中国には何回も来ている。そして、その度に新聞やニュースで騒がれている事象のミニチュアを見ることになる。最初に来たのは2007年春、高校三年生のときだった。その時の中国を一言で形容するならば汚。トイレなどデパートでも入れたものではなかったし、公共交通機関はカオス、英語を話す人はほとんど存在せず、そして(少なくとも私には)全員詐欺師に見え、刺激と恐怖を味わうことになった。同年夏にもプログラムで訪中し、3回目に訪れたのは4年後となる2011年の夏。そこで目の当たりにしたのは全く違う国だった。
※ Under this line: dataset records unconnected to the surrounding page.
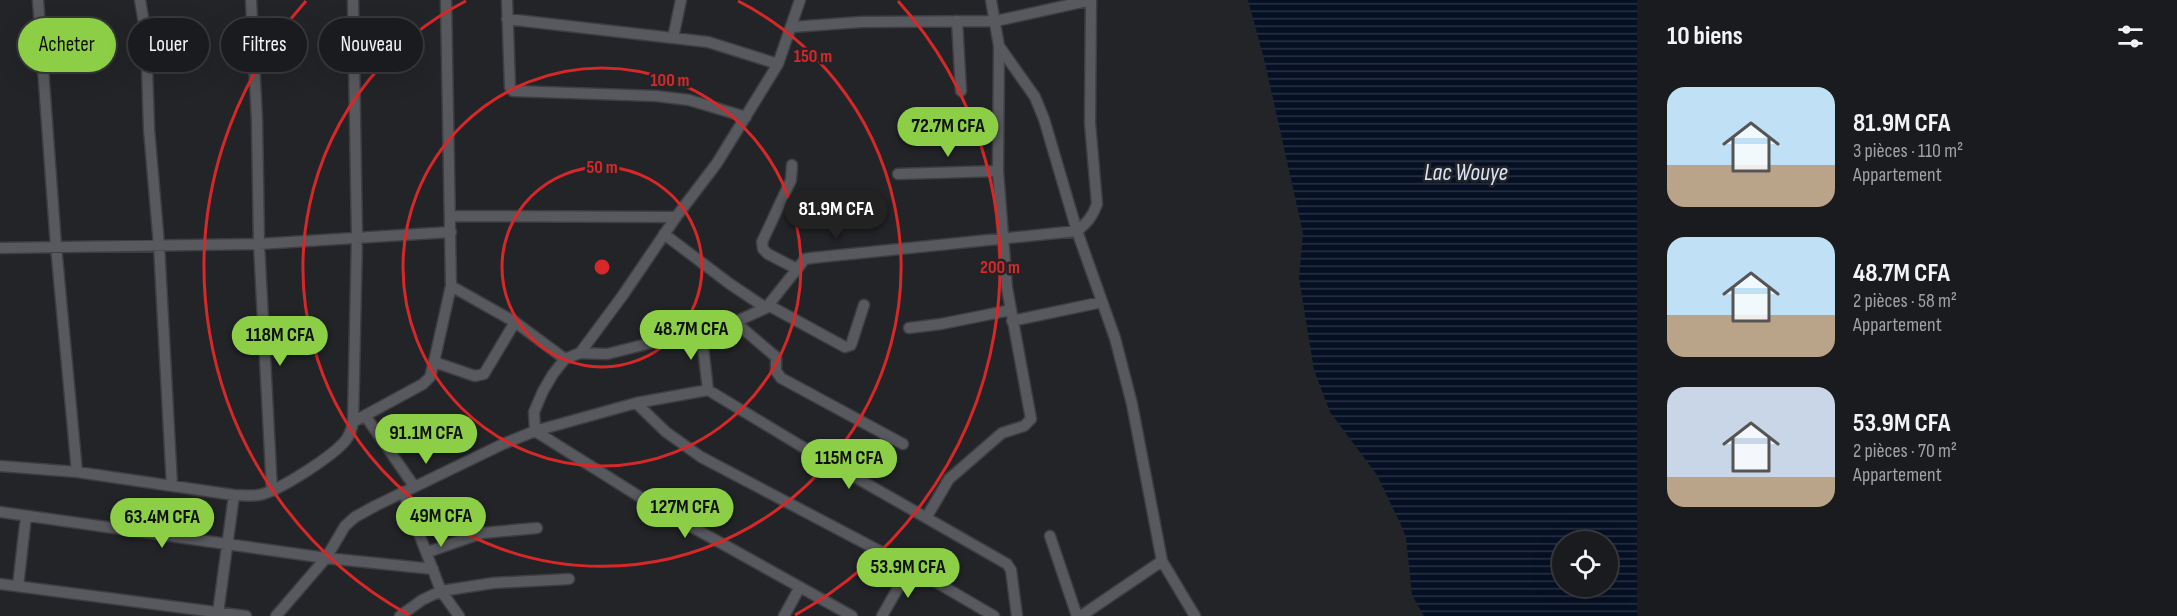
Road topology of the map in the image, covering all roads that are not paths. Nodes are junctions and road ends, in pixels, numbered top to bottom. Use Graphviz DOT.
graph roads {
  1 [pos="38,0"];
  2 [pos="140,0"];
  3 [pos="251,0"];
  4 [pos="353,0"];
  5 [pos="446,0"];
  6 [pos="507,0"];
  7 [pos="681,0"];
  8 [pos="800,0"];
  9 [pos="991,0"];
  10 [pos="1091,0"];
  11 [pos="507,19"];
  12 [pos="957,21"];
  13 [pos="996,21"];
  14 [pos="792,27"];
  15 [pos="673,38"];
  16 [pos="999,46"];
  17 [pos="778,64"];
  18 [pos="962,91"];
  19 [pos="746,117"];
  20 [pos="792,165"];
  21 [pos="998,171"];
  22 [pos="898,174"];
  23 [pos="450,216"];
  24 [pos="676,217"];
  25 [pos="451,231"];
  26 [pos="1077,231"];
  27 [pos="664,234"];
  28 [pos="357,237"];
  29 [pos="1003,239"];
  30 [pos="259,244"];
  31 [pos="159,245"];
  32 [pos="56,246"];
  33 [pos="0,248"];
  34 [pos="797,269"];
  35 [pos="451,286"];
  36 [pos="1102,302"];
  37 [pos="864,306"];
  38 [pos="767,307"];
  39 [pos="1011,315"];
  40 [pos="515,322"];
  41 [pos="735,322"];
  42 [pos="909,328"];
  43 [pos="701,329"];
  44 [pos="580,353"];
  45 [pos="565,359"];
  46 [pos="434,362"];
  47 [pos="708,390"];
  48 [pos="636,403"];
  49 [pos="366,417"];
  50 [pos="353,422"];
  51 [pos="535,431"];
  52 [pos="903,444"];
  53 [pos="0,466"];
  54 [pos="76,472"];
  55 [pos="172,486"];
  56 [pos="414,486"];
  57 [pos="272,491"];
  58 [pos="403,492"];
  59 [pos="234,495"];
  60 [pos="0,512"];
  61 [pos="26,516"];
  62 [pos="926,518"];
  63 [pos="537,528"];
  64 [pos="1050,536"];
  65 [pos="227,545"];
  66 [pos="428,552"];
  67 [pos="326,558"];
  68 [pos="1162,561"];
  69 [pos="910,567"];
  70 [pos="433,569"];
  71 [pos="568,579"];
  72 [pos="0,584"];
  73 [pos="18,586"];
  74 [pos="800,587"];
  75 [pos="441,591"];
  76 [pos="146,604"];
  77 [pos="218,613"];
  78 [pos="144,616"];
  79 [pos="246,616"];
  80 [pos="276,616"];
  81 [pos="399,616"];
  82 [pos="459,616"];
  83 [pos="784,616"];
  84 [pos="852,616"];
  85 [pos="882,616"];
  86 [pos="994,616"];
  87 [pos="1017,616"];
  88 [pos="1079,616"];
  89 [pos="1195,616"];
  1 -- 32 [label="street"];
  2 -- 31 [label="street"];
  3 -- 30 [label="street"];
  4 -- 28 [label="street"];
  5 -- 23 [label="street"];
  6 -- 11 [label="street"];
  7 -- 15 [label="street"];
  8 -- 14 [label="street"];
  9 -- 13 [label="street"];
  10 -- 13 [label="street"];
  10 -- 26 [label="street"];
  11 -- 15 [label="street"];
  11 -- 19 [label="street"];
  12 -- 13 [label="street"];
  12 -- 14 [label="street"];
  12 -- 18 [label="street"];
  13 -- 16 [label="street"];
  14 -- 17 [label="street"];
  15 -- 17 [label="street"];
  16 -- 21 [label="street"];
  16 -- 26 [label="street"];
  17 -- 19 [label="street"];
  19 -- 24 [label="street"];
  20 -- 34 [label="street"];
  21 -- 22 [label="street"];
  21 -- 29 [label="street"];
  23 -- 24 [label="street"];
  23 -- 25 [label="street"];
  24 -- 27 [label="street"];
  25 -- 28 [label="street"];
  25 -- 35 [label="street"];
  26 -- 29 [label="street"];
  26 -- 36 [label="street"];
  27 -- 38 [label="street"];
  27 -- 44 [label="street"];
  28 -- 30 [label="street"];
  28 -- 50 [label="street"];
  29 -- 34 [label="street"];
  29 -- 39 [label="street"];
  30 -- 31 [label="street"];
  30 -- 57 [label="street"];
  31 -- 32 [label="street"];
  31 -- 55 [label="street"];
  32 -- 33 [label="street"];
  32 -- 54 [label="street"];
  34 -- 38 [label="street"];
  35 -- 40 [label="street"];
  35 -- 46 [label="street"];
  36 -- 39 [label="street"];
  36 -- 68 [label="street"];
  37 -- 38 [label="street"];
  38 -- 41 [label="street"];
  39 -- 42 [label="street"];
  39 -- 62 [label="street"];
  40 -- 45 [label="street"];
  40 -- 46 [label="street"];
  41 -- 43 [label="street"];
  41 -- 52 [label="street"];
  43 -- 44 [label="street"];
  43 -- 47 [label="street"];
  44 -- 45 [label="street"];
  45 -- 51 [label="street"];
  46 -- 49 [label="street"];
  47 -- 48 [label="street"];
  47 -- 62 [label="street"];
  48 -- 51 [label="street"];
  48 -- 69 [label="street"];
  49 -- 50 [label="street"];
  49 -- 56 [label="street"];
  50 -- 57 [label="street"];
  51 -- 56 [label="street"];
  51 -- 74 [label="street"];
  53 -- 54 [label="street"];
  54 -- 55 [label="street"];
  55 -- 59 [label="street"];
  56 -- 58 [label="street"];
  57 -- 59 [label="street"];
  58 -- 66 [label="street"];
  58 -- 67 [label="street"];
  59 -- 65 [label="street"];
  60 -- 61 [label="street"];
  61 -- 65 [label="street"];
  61 -- 73 [label="street"];
  62 -- 87 [label="street"];
  63 -- 66 [label="street"];
  64 -- 88 [label="street"];
  65 -- 67 [label="street"];
  65 -- 77 [label="street"];
  66 -- 70 [label="street"];
  67 -- 70 [label="street"];
  67 -- 80 [label="street"];
  68 -- 88 [label="street"];
  68 -- 89 [label="street"];
  69 -- 85 [label="street"];
  69 -- 86 [label="street"];
  70 -- 75 [label="street"];
  71 -- 75 [label="street"];
  72 -- 73 [label="street"];
  73 -- 76 [label="street"];
  74 -- 83 [label="street"];
  74 -- 84 [label="street"];
  75 -- 81 [label="street"];
  75 -- 82 [label="street"];
  76 -- 77 [label="street"];
  76 -- 78 [label="street"];
  77 -- 79 [label="street"];
}
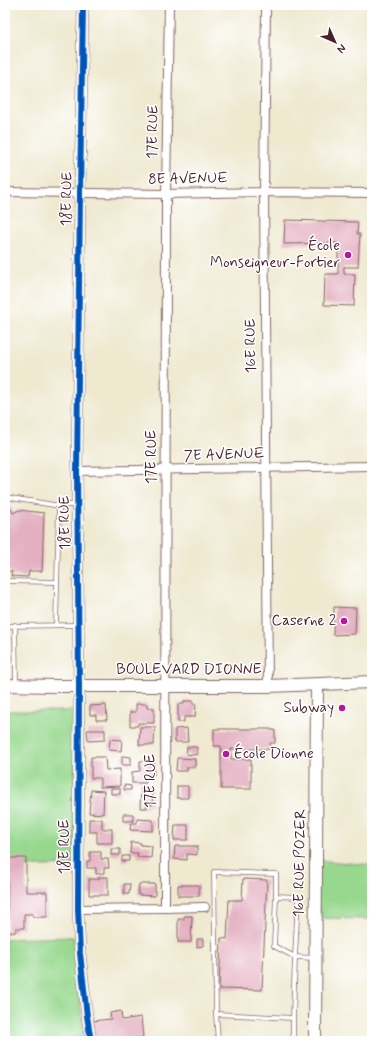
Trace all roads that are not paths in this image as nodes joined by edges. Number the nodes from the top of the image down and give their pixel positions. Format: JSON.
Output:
{"nodes":[{"id":1,"x":83,"y":5,"type":"edge"},
{"id":2,"x":169,"y":5,"type":"edge"},
{"id":3,"x":266,"y":5,"type":"edge"},
{"id":4,"x":5,"y":192,"type":"edge"},
{"id":5,"x":264,"y":192,"type":"junction"},
{"id":6,"x":80,"y":193,"type":"junction"},
{"id":7,"x":372,"y":193,"type":"edge"},
{"id":8,"x":166,"y":194,"type":"junction"},
{"id":9,"x":372,"y":466,"type":"edge"},
{"id":10,"x":267,"y":467,"type":"junction"},
{"id":11,"x":165,"y":470,"type":"junction"},
{"id":12,"x":77,"y":471,"type":"junction"},
{"id":13,"x":5,"y":497,"type":"edge"},
{"id":14,"x":59,"y":505,"type":"junction"},
{"id":15,"x":77,"y":505,"type":"junction"},
{"id":16,"x":5,"y":581,"type":"edge"},
{"id":17,"x":57,"y":582,"type":"junction"},
{"id":18,"x":56,"y":625,"type":"junction"},
{"id":19,"x":79,"y":625,"type":"junction"},
{"id":20,"x":5,"y":626,"type":"edge"},
{"id":21,"x":15,"y":626,"type":"junction"},
{"id":22,"x":5,"y":674,"type":"edge"},
{"id":23,"x":372,"y":682,"type":"edge"},
{"id":24,"x":317,"y":684,"type":"junction"},
{"id":25,"x":11,"y":685,"type":"edge"},
{"id":26,"x":79,"y":686,"type":"junction"},
{"id":27,"x":165,"y":686,"type":"junction"},
{"id":28,"x":268,"y":686,"type":"junction"},
{"id":29,"x":276,"y":896,"type":"junction"},
{"id":30,"x":205,"y":907,"type":"dead end"},
{"id":31,"x":165,"y":908,"type":"junction"},
{"id":32,"x":78,"y":909,"type":"junction"},
{"id":33,"x":295,"y":957,"type":"junction"},
{"id":34,"x":315,"y":958,"type":"junction"},
{"id":35,"x":216,"y":1014,"type":"junction"},
{"id":36,"x":293,"y":1018,"type":"junction"},
{"id":37,"x":91,"y":1041,"type":"edge"},
{"id":38,"x":218,"y":1041,"type":"edge"},
{"id":39,"x":293,"y":1041,"type":"edge"},
{"id":40,"x":315,"y":1041,"type":"edge"}],
"edges":[{"from":1,"to":6,"type":"street","name":"18E RUE"},
{"from":2,"to":8,"type":"street","name":"17E RUE"},
{"from":3,"to":5,"type":"street","name":"16E RUE"},
{"from":4,"to":6,"type":"street","name":"8E AVENUE"},
{"from":5,"to":7,"type":"street","name":"8E AVENUE"},
{"from":5,"to":8,"type":"street","name":"8E AVENUE"},
{"from":5,"to":10,"type":"street","name":"16E RUE"},
{"from":6,"to":8,"type":"street","name":"8E AVENUE"},
{"from":6,"to":12,"type":"street","name":"18E RUE"},
{"from":8,"to":11,"type":"street","name":"17E RUE"},
{"from":9,"to":10,"type":"street","name":"7E AVENUE"},
{"from":10,"to":11,"type":"street","name":"7E AVENUE"},
{"from":10,"to":28,"type":"street","name":"16E RUE"},
{"from":11,"to":12,"type":"street","name":"7E AVENUE"},
{"from":11,"to":27,"type":"street","name":"17E RUE"},
{"from":12,"to":15,"type":"street","name":"18E RUE"},
{"from":13,"to":14,"type":"lane"},
{"from":14,"to":15,"type":"lane"},
{"from":14,"to":17,"type":"lane"},
{"from":15,"to":19,"type":"street","name":"18E RUE"},
{"from":16,"to":17,"type":"lane"},
{"from":17,"to":18,"type":"lane"},
{"from":18,"to":19,"type":"lane"},
{"from":18,"to":21,"type":"lane"},
{"from":19,"to":26,"type":"street","name":"18E RUE"},
{"from":20,"to":21,"type":"lane"},
{"from":20,"to":22,"type":"lane"},
{"from":21,"to":25,"type":"lane"},
{"from":23,"to":24,"type":"main road","name":"BOULEVARD DIONNE"},
{"from":24,"to":28,"type":"main road","name":"BOULEVARD DIONNE"},
{"from":24,"to":34,"type":"main road","name":"16E RUE POZER"},
{"from":25,"to":26,"type":"main road","name":"BOULEVARD DIONNE"},
{"from":26,"to":27,"type":"main road","name":"BOULEVARD DIONNE"},
{"from":26,"to":32,"type":"street","name":"18E RUE"},
{"from":27,"to":28,"type":"main road","name":"BOULEVARD DIONNE"},
{"from":27,"to":31,"type":"street","name":"17E RUE"},
{"from":29,"to":33,"type":"lane"},
{"from":29,"to":33,"type":"lane"},
{"from":29,"to":35,"type":"lane"},
{"from":30,"to":31,"type":"street"},
{"from":31,"to":32,"type":"street"},
{"from":32,"to":37,"type":"street","name":"18E RUE"},
{"from":33,"to":34,"type":"lane"},
{"from":33,"to":36,"type":"lane"},
{"from":34,"to":40,"type":"main road","name":"16E RUE POZER"},
{"from":35,"to":36,"type":"lane"},
{"from":35,"to":38,"type":"lane"},
{"from":36,"to":39,"type":"lane"}]}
道路は整備され、何よりも街は「整理」され、大きなビルや、行き交う外国のビジネスマンや、そこには、この4年の経済成長が反映されていた。こんなスピードで成長を遂げた国が他にあるだろうか。そこには、もはや以前の面影はなく、むしろ昔を懐かしむことさえ許されないと感じるほどであった。紙面で報じられた中国の成長が、目の前で体現されていた。
一方今回の訪問である。以前から2年がたち、いかほどに何が変わっているかと思えば、そこにはそのままの中国があった。ビルはビルのまま、市場や、行き交う人々、そこには、以前とほぼ姿を変えないままの中国があった。きっと1日2日で感じることができない部分で変化はきっとあるのだろう。しかしながら、以前の勢いはそこにないか。
中国が徐々に日本の経済レベルに近づくにつれ、少し寂しさも感じるものの、ビジネスの熱気は未だ健在である。世界中からチャンスを求めて人が集まるこの場所は、やはり幾分前向きで、来る人にモチベーションを与えてくれる。